The Sarati was Tolkien's first script for the Elves. It eventually developed into the Tengwar, supposedly created by Fëanor.
Known as the first writing system of Arda, Sarati was invented by the Ñoldorin chronicler Rúmil of Valinor in the Valian Year of 1179. It was he "who first achieved fitting signs for the recording of speech and song". The writing system is officially called Sarati as each letter of the script represents a "sarat". However, Tolkien sometimes called the writing system "The Tengwar of Rúmil", tengwar meaning "letters" in the Elvish language Quenya. "Sarati" is the Quenya name for Rúmil's script.

Sarati was usually written top-to-bottom, but it could also be (and originally was) written left-to-right, or boustrophedon, going left and right alternately, like an ox pulling a plough back and forth in a field.
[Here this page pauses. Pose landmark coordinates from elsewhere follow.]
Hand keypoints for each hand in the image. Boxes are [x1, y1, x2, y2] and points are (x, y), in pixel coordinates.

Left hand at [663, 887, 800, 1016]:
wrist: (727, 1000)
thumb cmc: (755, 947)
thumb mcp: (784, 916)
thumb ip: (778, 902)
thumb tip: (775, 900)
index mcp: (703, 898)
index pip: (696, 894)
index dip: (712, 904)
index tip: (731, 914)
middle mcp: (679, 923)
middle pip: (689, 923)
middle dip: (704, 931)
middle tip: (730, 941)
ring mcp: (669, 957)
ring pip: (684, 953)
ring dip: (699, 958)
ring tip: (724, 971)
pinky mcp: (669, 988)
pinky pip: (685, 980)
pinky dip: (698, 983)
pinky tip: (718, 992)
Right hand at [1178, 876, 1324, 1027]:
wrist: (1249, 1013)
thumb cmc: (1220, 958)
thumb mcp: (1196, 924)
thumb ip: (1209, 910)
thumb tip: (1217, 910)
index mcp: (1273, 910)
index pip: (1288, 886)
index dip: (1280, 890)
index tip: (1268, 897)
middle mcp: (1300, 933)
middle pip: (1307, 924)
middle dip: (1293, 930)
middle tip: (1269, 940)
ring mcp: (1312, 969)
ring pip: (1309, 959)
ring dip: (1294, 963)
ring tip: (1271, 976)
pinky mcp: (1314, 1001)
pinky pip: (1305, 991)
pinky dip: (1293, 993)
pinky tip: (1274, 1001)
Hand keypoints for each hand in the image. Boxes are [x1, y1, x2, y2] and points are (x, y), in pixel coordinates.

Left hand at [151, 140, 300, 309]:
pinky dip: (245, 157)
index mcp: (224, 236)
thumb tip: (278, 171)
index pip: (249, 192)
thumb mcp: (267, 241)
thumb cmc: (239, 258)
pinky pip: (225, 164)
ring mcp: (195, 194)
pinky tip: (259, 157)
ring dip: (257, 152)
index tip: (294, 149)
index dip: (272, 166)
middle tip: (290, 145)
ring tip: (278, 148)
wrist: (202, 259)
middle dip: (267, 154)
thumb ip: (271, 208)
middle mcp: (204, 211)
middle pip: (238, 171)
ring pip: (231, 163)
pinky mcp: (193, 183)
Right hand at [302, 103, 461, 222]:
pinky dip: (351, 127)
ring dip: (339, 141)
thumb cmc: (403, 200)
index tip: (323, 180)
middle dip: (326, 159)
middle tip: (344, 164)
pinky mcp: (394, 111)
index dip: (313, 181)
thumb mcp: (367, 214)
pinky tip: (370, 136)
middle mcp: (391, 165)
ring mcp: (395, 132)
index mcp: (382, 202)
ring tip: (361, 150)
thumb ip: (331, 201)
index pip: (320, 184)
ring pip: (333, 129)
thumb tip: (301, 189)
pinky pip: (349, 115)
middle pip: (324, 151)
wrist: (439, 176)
When writing Quenya, the sign for "a" is usually omitted, as it is the most common vowel in Quenya. This makes Sarati an abugida with an inherent vowel of "a".

== Tengwar ==

"Tengwar" written using the Tengwar script in the Quenya mode

Within the fictional context of Middle-earth, the Tengwar were invented by the Elf Fëanor, and used first to write the Elven tongues Quenya and Telerin. Later a great number of languages of Middle-earth were written using the Tengwar, including Sindarin. Tolkien used Tengwar to write samples in English.

The inscription on the One Ring, a couplet in the Black Speech from the Ring Verse, was written in the Elvish Tengwar script, with heavy flourishes, as Mordor had no script of its own.